Description of the task: Your copy should match the entries exactly, with no images carried over.

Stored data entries
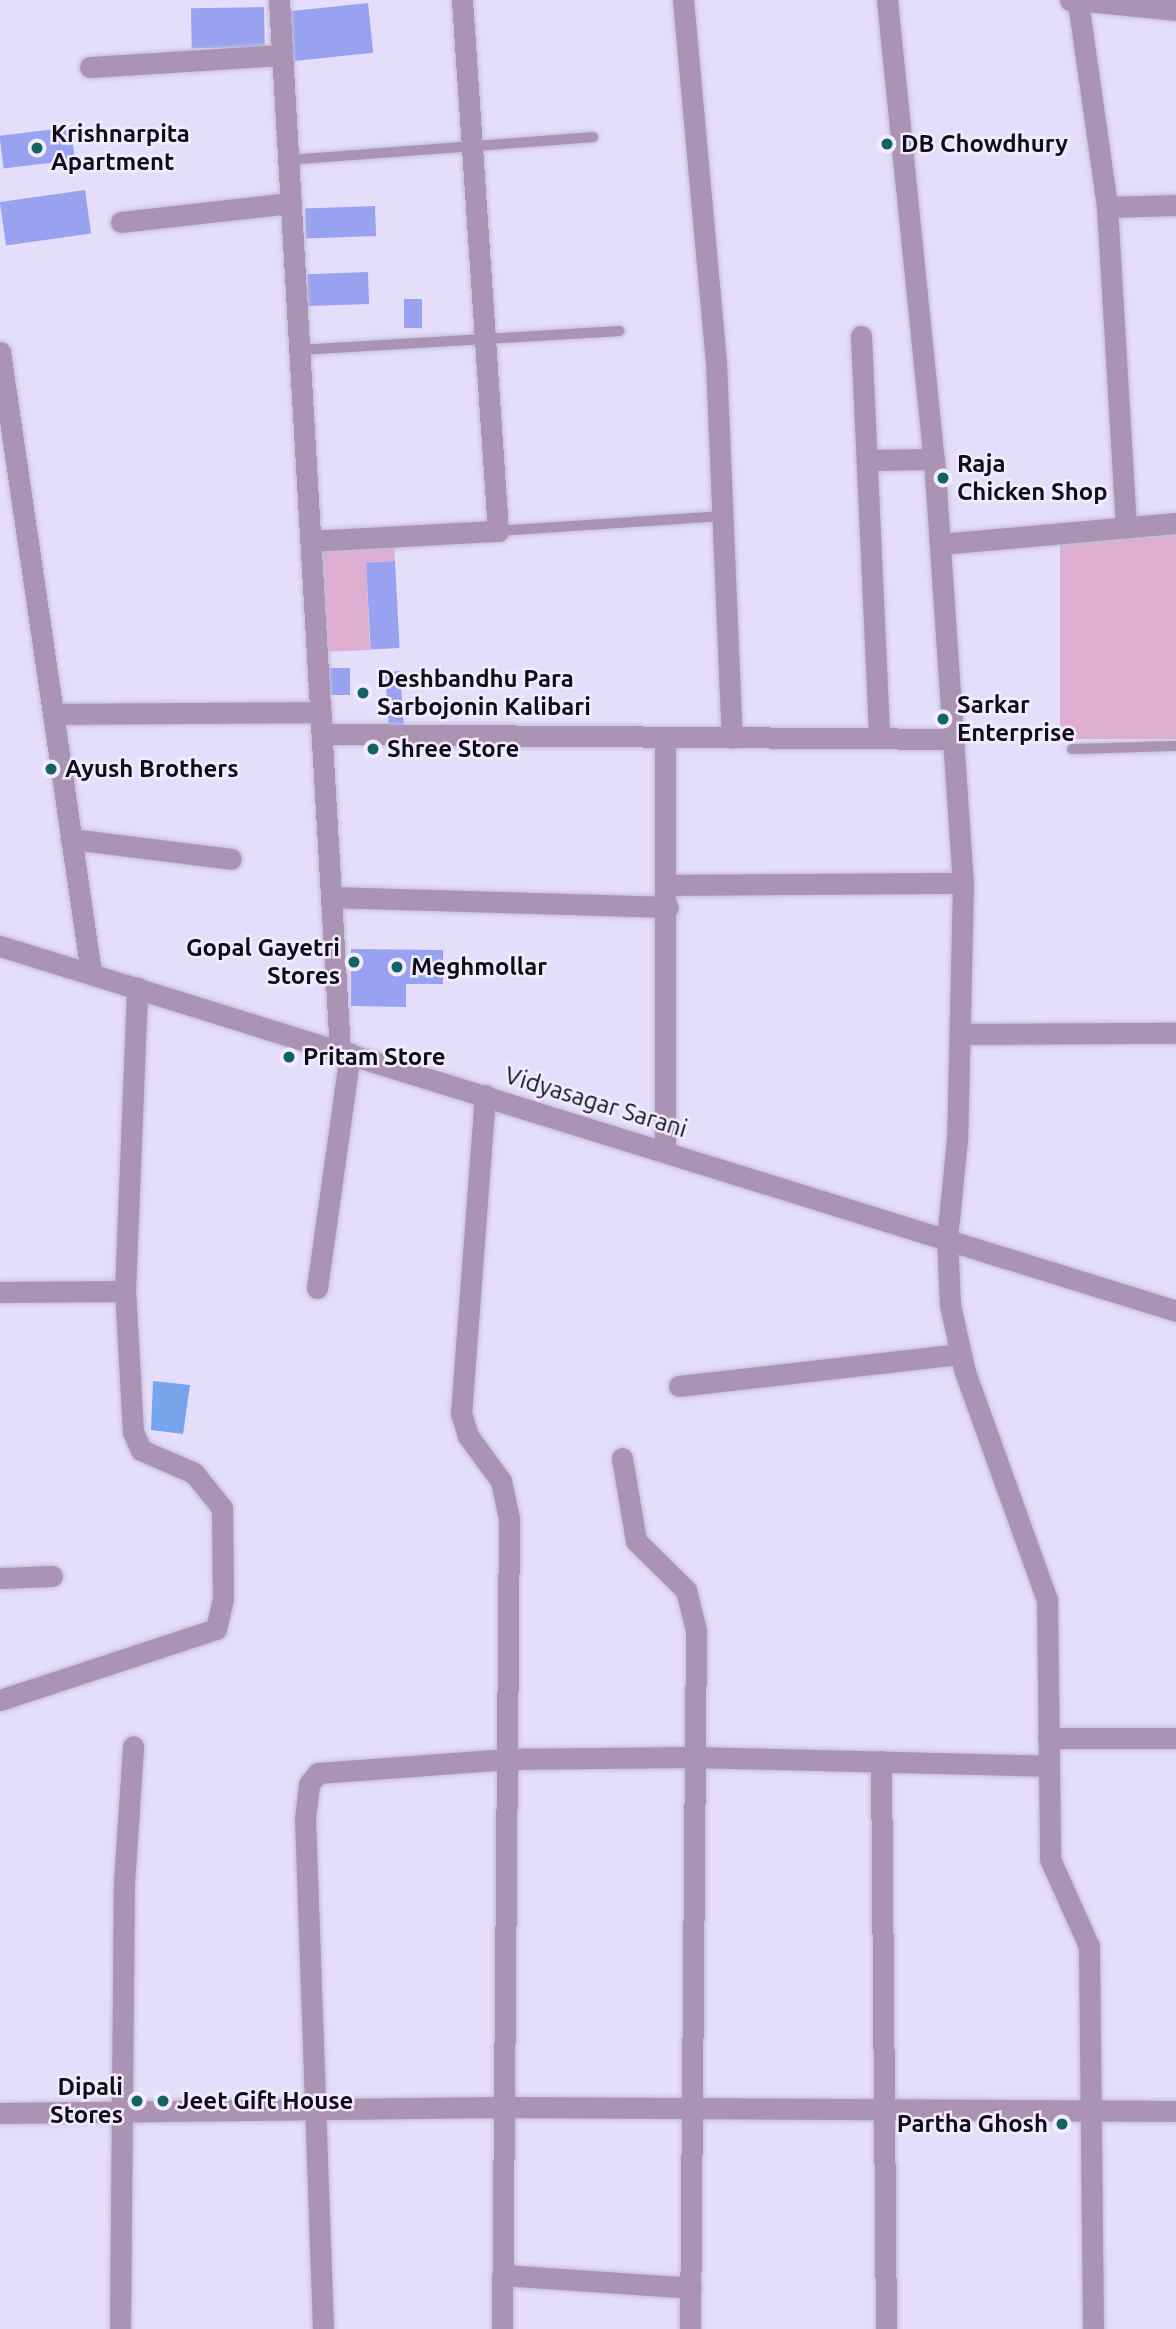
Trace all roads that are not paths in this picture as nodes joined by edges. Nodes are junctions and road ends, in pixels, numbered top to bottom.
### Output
1 (279, 0) edge
2 (462, 0) edge
3 (683, 0) edge
4 (887, 0) edge
5 (1076, 1) edge
6 (1176, 10) edge
7 (282, 55) junction
8 (90, 67) dead end
9 (593, 137) dead end
10 (473, 146) junction
11 (288, 160) junction
12 (291, 203) junction
13 (1176, 205) edge
14 (1107, 207) junction
15 (121, 222) dead end
16 (619, 331) dead end
17 (861, 337) dead end
18 (485, 339) junction
19 (300, 350) junction
20 (0, 352) edge
21 (933, 459) junction
22 (870, 460) junction
23 (722, 516) junction
24 (1176, 523) edge
25 (1126, 527) junction
26 (498, 531) junction
27 (311, 541) junction
28 (940, 544) junction
29 (53, 714) junction
30 (322, 723) junction
31 (665, 737) junction
32 (732, 738) junction
33 (879, 738) junction
34 (955, 738) junction
35 (1176, 746) edge
36 (1072, 749) dead end
37 (71, 839) junction
38 (231, 859) dead end
39 (963, 883) junction
40 (667, 885) junction
41 (332, 897) junction
42 (668, 907) junction
43 (0, 946) edge
44 (91, 973) junction
45 (137, 987) junction
46 (1176, 1033) edge
47 (961, 1034) junction
48 (345, 1052) junction
49 (485, 1095) junction
50 (665, 1151) junction
51 (947, 1238) junction
52 (317, 1288) dead end
53 (125, 1291) junction
54 (0, 1292) edge
55 (1176, 1311) edge
56 (959, 1354) junction
57 (679, 1387) dead end
58 (622, 1458) dead end
59 (52, 1576) dead end
60 (0, 1578) edge
61 (0, 1700) edge
62 (1048, 1738) junction
63 (1176, 1738) edge
64 (133, 1746) dead end
65 (691, 1756) junction
66 (507, 1759) junction
67 (881, 1761) junction
68 (1047, 1766) junction
69 (503, 2107) junction
70 (316, 2111) junction
71 (692, 2111) junction
72 (1176, 2111) edge
73 (120, 2112) junction
74 (881, 2112) junction
75 (1089, 2112) junction
76 (0, 2113) edge
77 (502, 2276) junction
78 (691, 2288) junction
79 (120, 2329) edge
80 (323, 2329) edge
81 (502, 2329) edge
82 (690, 2329) edge
83 (886, 2329) edge
84 (1093, 2329) edge

1 - 7 street
2 - 10 street
3 - 23 street
4 - 21 street
5 - 6 street
5 - 14 street
7 - 8 street
7 - 11 street
9 - 10 lane
10 - 11 lane
10 - 18 street
11 - 12 street
12 - 15 street
12 - 19 street
13 - 14 street
14 - 25 street
16 - 18 lane
17 - 22 street
18 - 19 lane
18 - 26 street
19 - 27 street
20 - 29 street
21 - 22 street
21 - 28 street
22 - 33 street
23 - 26 lane
23 - 32 street
24 - 25 street
25 - 28 street
26 - 27 street
27 - 30 street
28 - 34 street
29 - 30 street
29 - 37 street
30 - 31 street
30 - 41 street
31 - 32 street
31 - 40 street
32 - 33 street
33 - 34 street
34 - 39 street
35 - 36 lane
37 - 38 street
37 - 44 street
39 - 40 street
39 - 47 street
40 - 42 street
41 - 42 street
41 - 48 street
42 - 50 street
43 - 44 street, Vidyasagar Sarani
44 - 45 street, Vidyasagar Sarani
45 - 48 street, Vidyasagar Sarani
45 - 53 street
46 - 47 street
47 - 51 street
48 - 49 street, Vidyasagar Sarani
48 - 52 street
49 - 50 street, Vidyasagar Sarani
49 - 66 street
50 - 51 street, Vidyasagar Sarani
51 - 55 street, Vidyasagar Sarani
51 - 56 street
53 - 54 street
53 - 61 street
56 - 57 street
56 - 62 street
58 - 65 street
59 - 60 street
62 - 63 street
62 - 68 street
64 - 73 street
65 - 66 street
65 - 67 street
65 - 71 street
66 - 69 street
66 - 70 street
67 - 68 street
67 - 74 street
68 - 75 street
69 - 70 street
69 - 71 street
69 - 77 street
70 - 73 street
70 - 80 street
71 - 74 street
71 - 78 street
72 - 75 street
73 - 76 street
73 - 79 street
74 - 75 street
74 - 83 street
75 - 84 street
77 - 78 street
77 - 81 street
78 - 82 street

Exercise result:
Trace all roads that are not paths in this picture as nodes joined by edges. Nodes are junctions and road ends, in pixels, numbered top to bottom.
### Output
1 (279, 0) edge
2 (462, 0) edge
3 (683, 0) edge
4 (887, 0) edge
5 (1076, 1) edge
6 (1176, 10) edge
7 (282, 55) junction
8 (90, 67) dead end
9 (593, 137) dead end
10 (473, 146) junction
11 (288, 160) junction
12 (291, 203) junction
13 (1176, 205) edge
14 (1107, 207) junction
15 (121, 222) dead end
16 (619, 331) dead end
17 (861, 337) dead end
18 (485, 339) junction
19 (300, 350) junction
20 (0, 352) edge
21 (933, 459) junction
22 (870, 460) junction
23 (722, 516) junction
24 (1176, 523) edge
25 (1126, 527) junction
26 (498, 531) junction
27 (311, 541) junction
28 (940, 544) junction
29 (53, 714) junction
30 (322, 723) junction
31 (665, 737) junction
32 (732, 738) junction
33 (879, 738) junction
34 (955, 738) junction
35 (1176, 746) edge
36 (1072, 749) dead end
37 (71, 839) junction
38 (231, 859) dead end
39 (963, 883) junction
40 (667, 885) junction
41 (332, 897) junction
42 (668, 907) junction
43 (0, 946) edge
44 (91, 973) junction
45 (137, 987) junction
46 (1176, 1033) edge
47 (961, 1034) junction
48 (345, 1052) junction
49 (485, 1095) junction
50 (665, 1151) junction
51 (947, 1238) junction
52 (317, 1288) dead end
53 (125, 1291) junction
54 (0, 1292) edge
55 (1176, 1311) edge
56 (959, 1354) junction
57 (679, 1387) dead end
58 (622, 1458) dead end
59 (52, 1576) dead end
60 (0, 1578) edge
61 (0, 1700) edge
62 (1048, 1738) junction
63 (1176, 1738) edge
64 (133, 1746) dead end
65 (691, 1756) junction
66 (507, 1759) junction
67 (881, 1761) junction
68 (1047, 1766) junction
69 (503, 2107) junction
70 (316, 2111) junction
71 (692, 2111) junction
72 (1176, 2111) edge
73 (120, 2112) junction
74 (881, 2112) junction
75 (1089, 2112) junction
76 (0, 2113) edge
77 (502, 2276) junction
78 (691, 2288) junction
79 (120, 2329) edge
80 (323, 2329) edge
81 (502, 2329) edge
82 (690, 2329) edge
83 (886, 2329) edge
84 (1093, 2329) edge

1 - 7 street
2 - 10 street
3 - 23 street
4 - 21 street
5 - 6 street
5 - 14 street
7 - 8 street
7 - 11 street
9 - 10 lane
10 - 11 lane
10 - 18 street
11 - 12 street
12 - 15 street
12 - 19 street
13 - 14 street
14 - 25 street
16 - 18 lane
17 - 22 street
18 - 19 lane
18 - 26 street
19 - 27 street
20 - 29 street
21 - 22 street
21 - 28 street
22 - 33 street
23 - 26 lane
23 - 32 street
24 - 25 street
25 - 28 street
26 - 27 street
27 - 30 street
28 - 34 street
29 - 30 street
29 - 37 street
30 - 31 street
30 - 41 street
31 - 32 street
31 - 40 street
32 - 33 street
33 - 34 street
34 - 39 street
35 - 36 lane
37 - 38 street
37 - 44 street
39 - 40 street
39 - 47 street
40 - 42 street
41 - 42 street
41 - 48 street
42 - 50 street
43 - 44 street, Vidyasagar Sarani
44 - 45 street, Vidyasagar Sarani
45 - 48 street, Vidyasagar Sarani
45 - 53 street
46 - 47 street
47 - 51 street
48 - 49 street, Vidyasagar Sarani
48 - 52 street
49 - 50 street, Vidyasagar Sarani
49 - 66 street
50 - 51 street, Vidyasagar Sarani
51 - 55 street, Vidyasagar Sarani
51 - 56 street
53 - 54 street
53 - 61 street
56 - 57 street
56 - 62 street
58 - 65 street
59 - 60 street
62 - 63 street
62 - 68 street
64 - 73 street
65 - 66 street
65 - 67 street
65 - 71 street
66 - 69 street
66 - 70 street
67 - 68 street
67 - 74 street
68 - 75 street
69 - 70 street
69 - 71 street
69 - 77 street
70 - 73 street
70 - 80 street
71 - 74 street
71 - 78 street
72 - 75 street
73 - 76 street
73 - 79 street
74 - 75 street
74 - 83 street
75 - 84 street
77 - 78 street
77 - 81 street
78 - 82 street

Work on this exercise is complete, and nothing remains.